> [Work instructions] All lines from the one containing "ctx.set_source_rgba(0, 0, 0, alpha" down to the one containing "ctx.mask(ctx.pop_group())", both ends included, are to be given again exactly; omit the rest of the listing below.

BEGIN Data

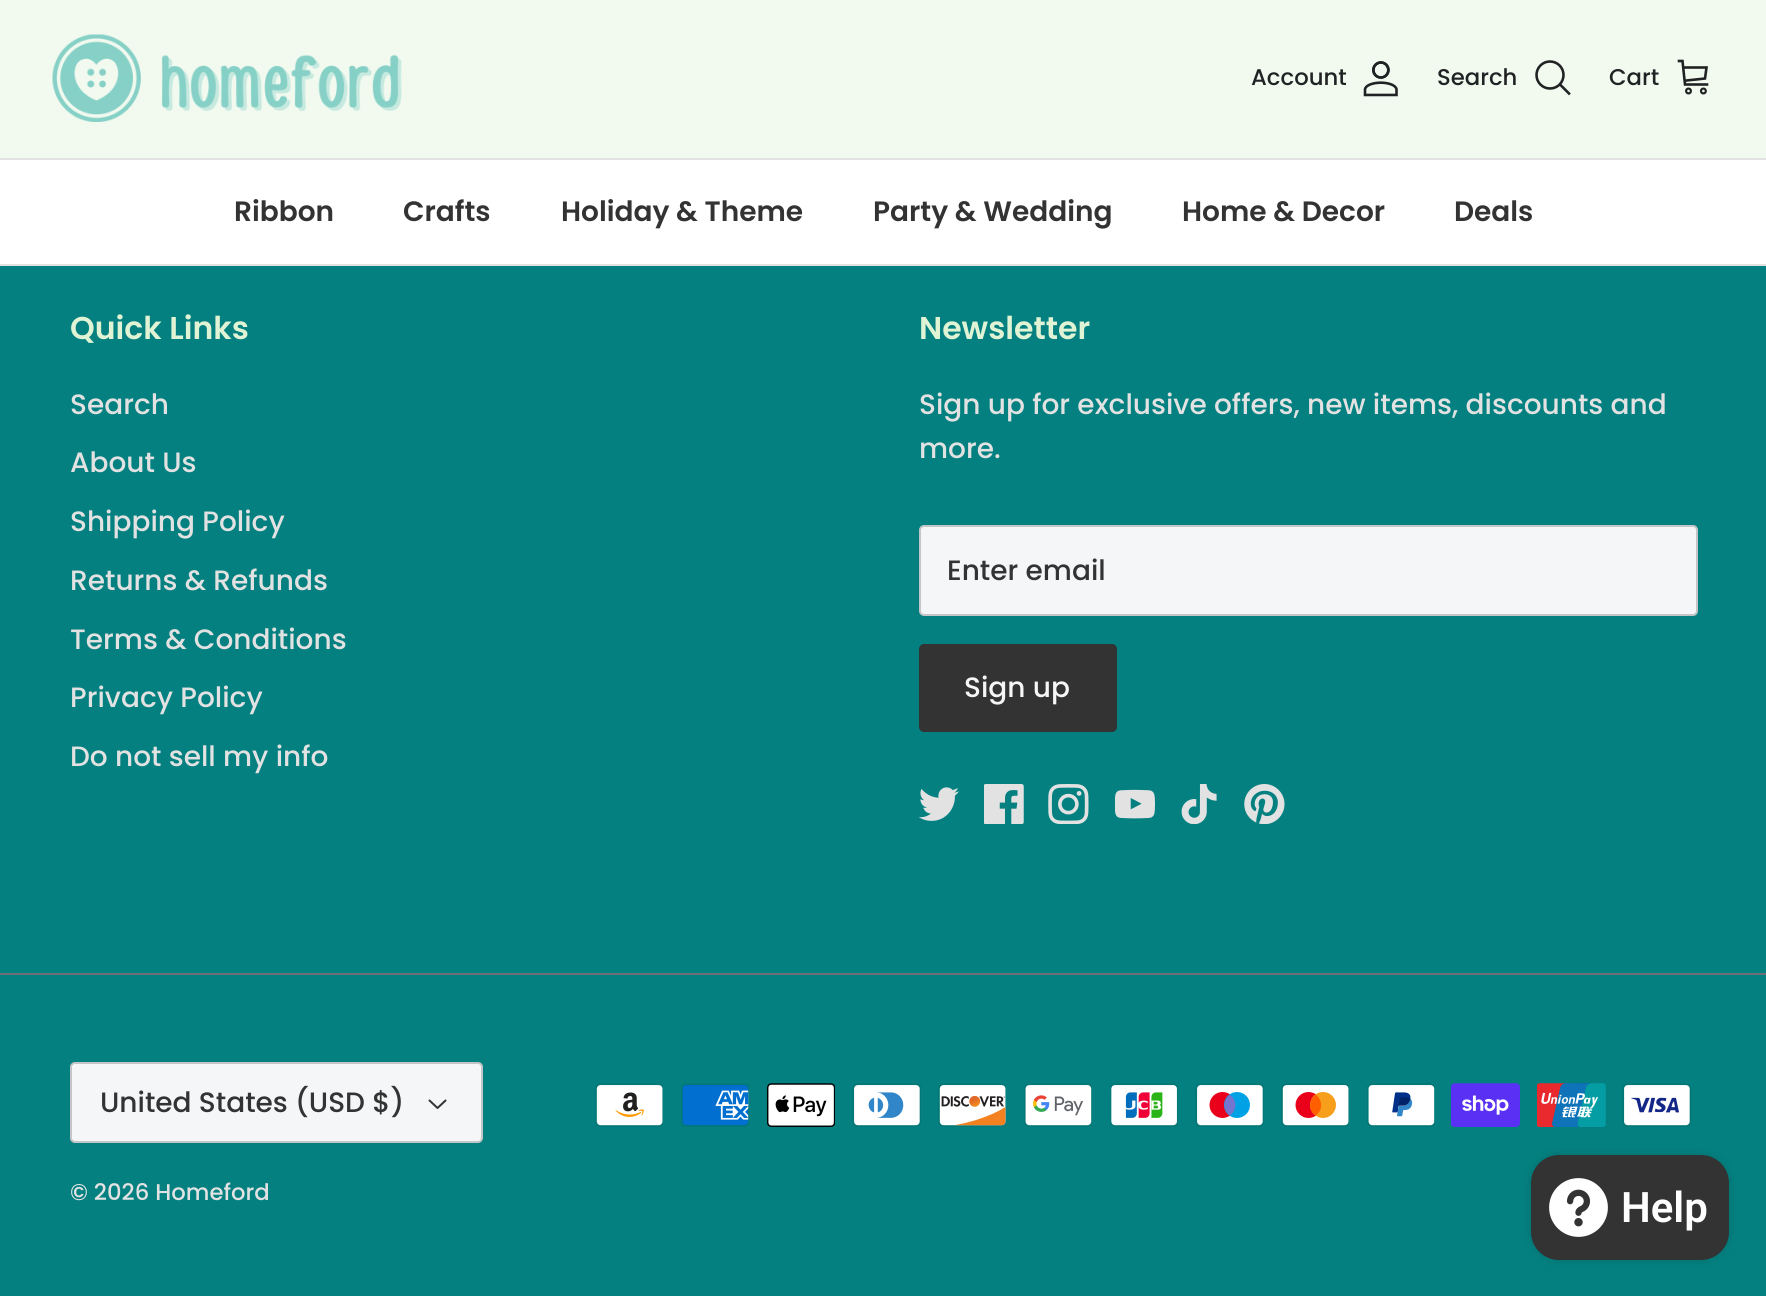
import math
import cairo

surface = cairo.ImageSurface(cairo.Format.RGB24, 1766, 1296)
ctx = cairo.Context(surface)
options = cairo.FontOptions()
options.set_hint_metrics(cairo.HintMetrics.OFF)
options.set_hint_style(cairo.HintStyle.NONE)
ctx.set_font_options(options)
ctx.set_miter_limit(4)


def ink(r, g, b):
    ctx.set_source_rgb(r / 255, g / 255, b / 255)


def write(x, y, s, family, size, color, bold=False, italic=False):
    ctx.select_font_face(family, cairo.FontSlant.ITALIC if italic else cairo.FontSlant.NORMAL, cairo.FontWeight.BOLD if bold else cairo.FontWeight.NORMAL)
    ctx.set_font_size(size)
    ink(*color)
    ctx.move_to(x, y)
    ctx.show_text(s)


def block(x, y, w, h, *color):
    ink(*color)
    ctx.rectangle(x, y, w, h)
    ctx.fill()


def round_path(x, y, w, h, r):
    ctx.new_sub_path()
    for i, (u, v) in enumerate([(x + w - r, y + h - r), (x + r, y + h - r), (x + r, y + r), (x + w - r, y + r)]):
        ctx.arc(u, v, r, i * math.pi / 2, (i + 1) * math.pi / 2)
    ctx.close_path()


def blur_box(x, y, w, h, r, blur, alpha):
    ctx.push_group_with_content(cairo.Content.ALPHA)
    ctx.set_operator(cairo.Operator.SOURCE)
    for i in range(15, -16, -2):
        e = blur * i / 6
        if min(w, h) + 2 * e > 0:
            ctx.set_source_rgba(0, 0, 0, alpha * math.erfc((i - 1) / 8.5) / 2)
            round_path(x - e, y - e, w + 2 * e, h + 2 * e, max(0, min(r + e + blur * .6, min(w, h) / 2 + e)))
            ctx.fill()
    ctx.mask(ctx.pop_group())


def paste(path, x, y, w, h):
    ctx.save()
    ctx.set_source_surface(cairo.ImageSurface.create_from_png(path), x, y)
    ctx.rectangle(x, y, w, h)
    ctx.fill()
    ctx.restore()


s1 = dict(family="Poppins Medium", size=22.75, color=(32, 34, 35))
s2 = dict(family="Poppins SemiBold", size=28, color=(51, 51, 51))
s3 = dict(family="Poppins SemiBold", size=31.5, color=(224, 244, 213))
s4 = dict(family="Poppins Medium", size=28, color=(226, 226, 226))
s5 = dict(family="Poppins Medium", size=28, color=(51, 51, 51))
s6 = dict(family="Poppins Medium", size=28, color=(246, 246, 246))
s7 = dict(family="Poppins Medium", size=22.75, color=(226, 226, 226))
s8 = dict(family="Roboto SemiBold", size=42, color=(255, 255, 255))

ink(4, 128, 128)
ctx.paint()
block(0, 0, 1766, 158, 242, 250, 240)
block(0, 158, 1766, 2, 226, 226, 226)
paste("pic1.png", 52, 34, 350, 88)
write(1251, 85, "Account", **s1)
paste("pic2.png", 1363, 61, 35, 36)
write(1437, 85, "Search", **s1)
ctx.new_path()
ctx.arc(1550, 75, 13.5, 0, 2 * math.pi)
ctx.set_line_width(2.6)
ctx.stroke()
ctx.new_path()
ctx.move_to(1561, 85.5)
ctx.line_to(1569, 93.5)
ctx.set_line_cap(cairo.LineCap.SQUARE)
ctx.stroke()
write(1609, 85, "Cart", **s1)
ctx.new_path()
ctx.move_to(1679, 61)
ctx.line_to(1682.5, 61)
ctx.line_to(1685, 84.5)
ctx.line_to(1707, 84.5)
ctx.move_to(1684, 67.5)
ctx.line_to(1706.5, 67.5)
ctx.line_to(1705, 78.5)
ctx.line_to(1686.5, 80.5)
ctx.stroke()
ctx.arc(1688.5, 91, 2.4, 0, 2 * math.pi)
ctx.set_line_width(2.2)
ctx.set_line_cap(cairo.LineCap.BUTT)
ctx.stroke()
ctx.arc(1703.4, 91, 2.4, 0, 2 * math.pi)
ctx.stroke()
block(0, 264, 1766, 2, 226, 226, 226)
block(0, 160, 1766, 104, 255, 255, 255)
write(234, 221, "Ribbon", **s2)
write(403, 221, "Crafts", **s2)
write(561, 221, "Holiday & Theme", **s2)
write(873, 221, "Party & Wedding", **s2)
write(1182, 221, "Home & Decor", **s2)
write(1454, 221, "Deals", **s2)
write(70, 339, "Quick Links", **s3)
write(70, 414, "Search", **s4)
write(70, 472, "About Us", **s4)
write(70, 531, "Shipping Policy", **s4)
write(70, 590, "Returns & Refunds", **s4)
write(70, 649, "Terms & Conditions", **s4)
write(70, 707, "Privacy Policy", **s4)
write(70, 766, "Do not sell my info", **s4)
write(919, 339, "Newsletter", **s3)
write(919, 414, "Sign up for exclusive offers, new items, discounts and", **s4)
write(919, 458, "more.", **s4)
ink(244, 246, 248)
round_path(920, 526, 777, 89, 4)
ctx.fill_preserve()
ink(196, 197, 199)
ctx.set_line_width(2)
ctx.stroke()
write(947, 580, "Enter email", **s5)
round_path(920, 645, 196, 86, 4)
ctx.fill_preserve()
ctx.stroke()
write(964, 697, "Sign up", **s6)
paste("pic3.png", 919, 787, 40, 34)
paste("pic4.png", 984, 784, 40, 40)
paste("pic5.png", 1048, 784, 41, 40)
paste("pic6.png", 1115, 789, 40, 30)
paste("pic7.png", 1181, 784, 36, 40)
paste("pic8.png", 1244, 784, 41, 40)
block(0, 973, 1766, 2, 109, 113, 117)
ink(244, 246, 248)
round_path(71, 1063, 411, 79, 4)
ctx.fill_preserve()
ink(196, 197, 199)
ctx.stroke()
write(100, 1112, "United States (USD $)", **s5)
ctx.new_path()
ctx.move_to(429.5, 1100.5)
ctx.line_to(437.5, 1108)
ctx.line_to(445.5, 1100.5)
ctx.set_line_cap(cairo.LineCap.ROUND)
ctx.set_line_join(cairo.LineJoin.ROUND)
ctx.stroke()
write(70, 1200, "© 2026 Homeford", **s7)
paste("pic9.png", 595, 1083, 68, 44)
paste("pic10.png", 681, 1083, 68, 44)
paste("pic11.png", 767, 1083, 68, 44)
paste("pic12.png", 852, 1083, 69, 44)
paste("pic13.png", 938, 1083, 68, 44)
paste("pic14.png", 1024, 1083, 68, 44)
paste("pic15.png", 1110, 1083, 68, 44)
paste("pic16.png", 1195, 1083, 69, 44)
paste("pic17.png", 1281, 1083, 68, 44)
paste("pic18.png", 1367, 1083, 68, 44)
paste("pic19.png", 1451, 1083, 69, 44)
paste("pic20.png", 1537, 1083, 69, 44)
paste("pic21.png", 1622, 1083, 70, 44)
ink(0, 0, 0)
blur_box(1531, 1155, 198, 105, 28, 4.5, 0.15)
ink(51, 51, 51)
round_path(1531, 1155, 198, 105, 28)
ctx.fill()
paste("pic22.png", 1549, 1178, 59, 59)
write(1621, 1222, "Help", **s8)
surface.write_to_png("screenshot.png")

END Data

> [Solution to the problem]
            ctx.set_source_rgba(0, 0, 0, alpha * math.erfc((i - 1) / 8.5) / 2)
            round_path(x - e, y - e, w + 2 * e, h + 2 * e, max(0, min(r + e + blur * .6, min(w, h) / 2 + e)))
            ctx.fill()
    ctx.mask(ctx.pop_group())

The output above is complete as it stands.